First/random thoughts on the proposed changes to 5500 reporting

The Department of Labor (DOL), Internal Revenue Service, and Pension Benefit Guarantee Corporation (PBGC) recently issued a 777 page tome of proposed changes to the Form 5500 Annual Return/Report forms.

Most of the changes would be effective for the 2019 or 2020 plan year, and to be honest I hardly ever bore people, especially my clients, with reviews of things so far off (experience has shown they are likely to change – a lot – by the time they are effective).

But something compels me to comment…


In an age where the perception is that any/all information is available at the click of a button or two, they have taken the request for details to new levels.  New breakdowns of assets by subtypes, and (of course) more fee disclosures, just begin to scratch the surface of the additional information requested. I get it – the DOL likes index funds, and especially doesn’t like alternative investments (and I’ve been warning my clients away from them for years, for that reason and others).  Since they can’t legislate permitted investments in plans, they’re going to wear you down with onerous reporting. Thank goodness most of our plans are small (under 100 participants) and don’t get caught up in this (but they don’t get off scott-free; see below) and our larger plans have straightforward investments.
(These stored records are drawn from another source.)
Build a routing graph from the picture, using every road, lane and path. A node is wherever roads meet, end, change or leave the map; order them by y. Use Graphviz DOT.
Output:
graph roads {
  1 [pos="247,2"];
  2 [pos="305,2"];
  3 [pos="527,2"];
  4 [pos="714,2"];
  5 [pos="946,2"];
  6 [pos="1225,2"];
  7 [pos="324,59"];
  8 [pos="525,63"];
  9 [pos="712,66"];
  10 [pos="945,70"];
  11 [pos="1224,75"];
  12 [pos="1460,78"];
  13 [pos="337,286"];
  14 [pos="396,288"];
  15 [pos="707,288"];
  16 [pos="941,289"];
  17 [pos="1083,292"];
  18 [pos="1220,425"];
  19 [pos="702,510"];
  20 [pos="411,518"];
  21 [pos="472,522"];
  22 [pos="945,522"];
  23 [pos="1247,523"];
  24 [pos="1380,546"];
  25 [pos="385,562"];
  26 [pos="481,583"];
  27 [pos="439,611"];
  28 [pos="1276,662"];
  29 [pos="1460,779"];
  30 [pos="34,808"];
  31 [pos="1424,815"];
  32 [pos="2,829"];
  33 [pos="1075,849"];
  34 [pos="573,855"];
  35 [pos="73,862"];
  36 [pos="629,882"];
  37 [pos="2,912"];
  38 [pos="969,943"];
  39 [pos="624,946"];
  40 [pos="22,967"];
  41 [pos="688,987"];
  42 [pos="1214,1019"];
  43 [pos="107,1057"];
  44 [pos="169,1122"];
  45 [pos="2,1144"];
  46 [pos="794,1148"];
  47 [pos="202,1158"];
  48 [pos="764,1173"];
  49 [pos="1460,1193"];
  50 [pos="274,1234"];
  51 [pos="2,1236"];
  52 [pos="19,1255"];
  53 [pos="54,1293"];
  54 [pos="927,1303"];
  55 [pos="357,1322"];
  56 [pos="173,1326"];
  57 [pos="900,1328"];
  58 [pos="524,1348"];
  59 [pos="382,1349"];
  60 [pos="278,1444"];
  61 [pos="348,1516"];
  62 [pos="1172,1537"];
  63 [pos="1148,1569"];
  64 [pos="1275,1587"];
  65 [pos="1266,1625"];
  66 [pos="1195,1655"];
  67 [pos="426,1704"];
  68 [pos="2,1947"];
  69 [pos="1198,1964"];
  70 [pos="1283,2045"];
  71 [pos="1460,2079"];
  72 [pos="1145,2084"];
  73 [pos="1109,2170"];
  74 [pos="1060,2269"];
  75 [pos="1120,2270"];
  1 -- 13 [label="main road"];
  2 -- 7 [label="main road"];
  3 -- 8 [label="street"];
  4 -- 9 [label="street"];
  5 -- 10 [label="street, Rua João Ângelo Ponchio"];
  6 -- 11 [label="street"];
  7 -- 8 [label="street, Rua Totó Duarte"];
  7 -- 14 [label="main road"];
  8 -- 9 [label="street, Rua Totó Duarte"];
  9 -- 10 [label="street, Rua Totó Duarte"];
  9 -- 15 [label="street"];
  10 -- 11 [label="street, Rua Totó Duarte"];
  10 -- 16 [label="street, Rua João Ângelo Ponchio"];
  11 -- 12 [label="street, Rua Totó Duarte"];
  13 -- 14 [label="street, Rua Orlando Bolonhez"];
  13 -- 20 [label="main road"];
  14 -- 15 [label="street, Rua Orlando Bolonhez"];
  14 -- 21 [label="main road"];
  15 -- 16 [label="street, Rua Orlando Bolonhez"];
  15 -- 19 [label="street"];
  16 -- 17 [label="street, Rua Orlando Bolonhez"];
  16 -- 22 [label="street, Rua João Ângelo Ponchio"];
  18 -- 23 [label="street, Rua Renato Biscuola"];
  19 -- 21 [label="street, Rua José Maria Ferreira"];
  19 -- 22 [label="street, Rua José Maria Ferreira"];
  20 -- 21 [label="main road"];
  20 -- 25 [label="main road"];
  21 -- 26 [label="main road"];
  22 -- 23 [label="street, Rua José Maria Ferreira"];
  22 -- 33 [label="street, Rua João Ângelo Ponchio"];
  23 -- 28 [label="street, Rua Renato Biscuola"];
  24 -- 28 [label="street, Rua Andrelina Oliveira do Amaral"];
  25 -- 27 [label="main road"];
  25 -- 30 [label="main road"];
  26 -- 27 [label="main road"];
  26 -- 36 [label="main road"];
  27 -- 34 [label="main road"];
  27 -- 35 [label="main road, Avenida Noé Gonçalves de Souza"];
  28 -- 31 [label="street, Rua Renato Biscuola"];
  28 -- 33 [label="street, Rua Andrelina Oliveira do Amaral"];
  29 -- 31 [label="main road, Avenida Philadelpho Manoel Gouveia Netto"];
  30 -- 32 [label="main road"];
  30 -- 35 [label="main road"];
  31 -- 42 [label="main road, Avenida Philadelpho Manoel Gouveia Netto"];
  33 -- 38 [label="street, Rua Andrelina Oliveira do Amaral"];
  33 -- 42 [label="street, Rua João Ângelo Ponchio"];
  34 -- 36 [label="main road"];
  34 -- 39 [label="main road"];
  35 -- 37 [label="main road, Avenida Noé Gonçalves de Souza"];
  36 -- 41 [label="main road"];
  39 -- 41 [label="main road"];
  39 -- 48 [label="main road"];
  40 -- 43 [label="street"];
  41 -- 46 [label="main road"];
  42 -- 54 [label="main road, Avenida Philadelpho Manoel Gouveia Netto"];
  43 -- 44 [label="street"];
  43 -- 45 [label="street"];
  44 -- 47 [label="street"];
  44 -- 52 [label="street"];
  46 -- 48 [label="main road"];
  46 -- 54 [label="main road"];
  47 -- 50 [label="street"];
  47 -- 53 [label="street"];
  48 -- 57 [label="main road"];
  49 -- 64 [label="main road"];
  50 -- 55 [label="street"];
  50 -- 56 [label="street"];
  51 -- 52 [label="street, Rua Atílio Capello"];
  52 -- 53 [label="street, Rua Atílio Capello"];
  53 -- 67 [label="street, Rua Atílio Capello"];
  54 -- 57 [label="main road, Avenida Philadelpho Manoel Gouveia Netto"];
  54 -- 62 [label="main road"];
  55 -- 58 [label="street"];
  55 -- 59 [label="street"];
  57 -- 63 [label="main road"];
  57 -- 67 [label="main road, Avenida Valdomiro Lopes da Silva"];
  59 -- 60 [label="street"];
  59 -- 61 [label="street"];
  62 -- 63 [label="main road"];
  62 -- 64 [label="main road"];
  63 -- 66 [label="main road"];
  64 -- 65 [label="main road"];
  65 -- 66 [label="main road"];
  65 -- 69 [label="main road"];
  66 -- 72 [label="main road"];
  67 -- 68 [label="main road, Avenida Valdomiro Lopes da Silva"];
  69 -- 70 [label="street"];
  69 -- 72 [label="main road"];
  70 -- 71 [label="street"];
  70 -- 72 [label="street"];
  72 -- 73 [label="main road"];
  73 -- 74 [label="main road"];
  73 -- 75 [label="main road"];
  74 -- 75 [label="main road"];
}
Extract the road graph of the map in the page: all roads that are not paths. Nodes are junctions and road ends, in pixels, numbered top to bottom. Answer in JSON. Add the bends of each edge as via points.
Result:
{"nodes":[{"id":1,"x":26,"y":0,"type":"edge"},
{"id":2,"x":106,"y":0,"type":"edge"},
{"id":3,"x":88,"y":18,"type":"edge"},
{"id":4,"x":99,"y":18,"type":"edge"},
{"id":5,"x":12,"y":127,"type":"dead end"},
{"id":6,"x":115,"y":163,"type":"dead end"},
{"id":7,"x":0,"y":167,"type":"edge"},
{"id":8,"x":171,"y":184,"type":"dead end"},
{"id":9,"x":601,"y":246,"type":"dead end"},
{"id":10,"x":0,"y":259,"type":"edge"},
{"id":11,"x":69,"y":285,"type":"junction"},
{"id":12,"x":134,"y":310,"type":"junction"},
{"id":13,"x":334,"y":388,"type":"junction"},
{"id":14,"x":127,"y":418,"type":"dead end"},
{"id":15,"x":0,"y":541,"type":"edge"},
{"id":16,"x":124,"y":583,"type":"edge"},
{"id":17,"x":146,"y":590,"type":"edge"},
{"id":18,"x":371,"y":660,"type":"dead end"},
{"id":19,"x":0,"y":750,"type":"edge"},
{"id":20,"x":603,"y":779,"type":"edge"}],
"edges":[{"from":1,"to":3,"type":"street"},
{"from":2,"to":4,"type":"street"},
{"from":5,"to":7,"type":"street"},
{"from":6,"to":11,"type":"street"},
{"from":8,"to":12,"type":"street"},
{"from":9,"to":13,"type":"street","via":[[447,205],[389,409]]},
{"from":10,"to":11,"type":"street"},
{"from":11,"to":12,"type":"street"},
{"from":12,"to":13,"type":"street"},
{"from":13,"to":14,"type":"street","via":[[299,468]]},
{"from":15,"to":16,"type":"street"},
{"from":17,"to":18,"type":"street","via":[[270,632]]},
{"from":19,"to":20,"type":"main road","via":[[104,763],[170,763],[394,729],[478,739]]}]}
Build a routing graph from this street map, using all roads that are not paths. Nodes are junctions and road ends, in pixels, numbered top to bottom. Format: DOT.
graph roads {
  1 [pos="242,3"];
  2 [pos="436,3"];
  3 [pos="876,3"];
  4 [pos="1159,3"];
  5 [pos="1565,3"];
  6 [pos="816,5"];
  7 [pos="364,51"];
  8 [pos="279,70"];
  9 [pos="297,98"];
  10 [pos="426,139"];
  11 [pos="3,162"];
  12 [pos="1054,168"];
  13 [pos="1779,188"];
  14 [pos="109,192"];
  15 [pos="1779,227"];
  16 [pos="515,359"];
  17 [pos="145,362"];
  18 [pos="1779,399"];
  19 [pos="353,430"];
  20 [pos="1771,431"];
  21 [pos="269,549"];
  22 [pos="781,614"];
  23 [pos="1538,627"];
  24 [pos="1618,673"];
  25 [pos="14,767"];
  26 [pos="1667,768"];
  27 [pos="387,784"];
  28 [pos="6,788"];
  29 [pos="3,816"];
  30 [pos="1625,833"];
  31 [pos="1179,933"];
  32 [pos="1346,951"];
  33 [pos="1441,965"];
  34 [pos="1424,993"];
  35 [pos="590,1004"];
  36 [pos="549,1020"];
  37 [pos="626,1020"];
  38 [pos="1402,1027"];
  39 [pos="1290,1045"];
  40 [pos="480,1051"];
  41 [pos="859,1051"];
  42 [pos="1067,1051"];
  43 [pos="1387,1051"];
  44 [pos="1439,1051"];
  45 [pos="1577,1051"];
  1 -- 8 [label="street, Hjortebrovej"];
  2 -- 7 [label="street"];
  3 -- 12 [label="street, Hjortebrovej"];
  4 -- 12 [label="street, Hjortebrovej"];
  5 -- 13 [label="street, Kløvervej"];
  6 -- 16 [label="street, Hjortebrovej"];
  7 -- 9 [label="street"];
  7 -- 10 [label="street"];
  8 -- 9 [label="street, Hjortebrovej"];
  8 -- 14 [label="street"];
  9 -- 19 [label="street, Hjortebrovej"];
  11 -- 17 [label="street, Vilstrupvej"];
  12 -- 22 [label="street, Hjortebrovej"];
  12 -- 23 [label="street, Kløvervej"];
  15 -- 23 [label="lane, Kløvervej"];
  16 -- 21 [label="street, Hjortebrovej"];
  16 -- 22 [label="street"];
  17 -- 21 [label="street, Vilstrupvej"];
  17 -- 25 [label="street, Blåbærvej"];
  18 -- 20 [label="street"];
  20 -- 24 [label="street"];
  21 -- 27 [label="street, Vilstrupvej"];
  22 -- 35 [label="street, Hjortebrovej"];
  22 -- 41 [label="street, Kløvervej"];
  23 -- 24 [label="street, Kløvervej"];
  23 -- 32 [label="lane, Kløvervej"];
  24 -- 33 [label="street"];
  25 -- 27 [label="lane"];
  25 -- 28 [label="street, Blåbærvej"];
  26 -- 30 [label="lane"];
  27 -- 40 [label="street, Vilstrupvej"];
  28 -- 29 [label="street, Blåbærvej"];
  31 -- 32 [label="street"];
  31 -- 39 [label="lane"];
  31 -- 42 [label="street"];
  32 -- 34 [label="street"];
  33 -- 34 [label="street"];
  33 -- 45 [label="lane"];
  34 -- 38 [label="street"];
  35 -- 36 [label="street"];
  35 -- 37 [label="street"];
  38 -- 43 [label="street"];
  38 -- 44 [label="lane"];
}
So for us and most of our clients, it will “just” mean more hassles and higher fees.  Here are the um, highlights…

  • We’ll have to report if there are uncashed distribution checks, how many and the total dollar value. (Memo to DOL – because of the way these checks are handled by large institutions, we don’t necessarily know that they are uncashed!)
  • We’ll have to report on the number of participants making catch-up contributions, investing in default investment options, maximizing the employer match, and deferring compensation.
  • We’ll have to include an electronic copy of the comparative chart of designated investment alternatives (we call it the fee disclosure document).
  • A major piece of good news is that the count for determining the threshold for an audit is changed from 100 participants to 100 participants with an account balance. (Frankly we’d be unlikely to be involved with such a boilerplate/turnkey type of plan but it will cut costs significantly for some of those who want to offer a deferral-only type plan.)
  • Participant-directed plans must report the number of Designated Investment Alternatives that are index funds (an ominous nod to the DOL’s preference for index funds…makes one wonder what happens if the answer is “none”).
  • All group health plans will now have to file a return (previously, those with under 100 participants were exempt). (We don’t do too much with health plans now but there will be a need for many of our small clients to start filing these returns and we’ll probably be in a position to help.)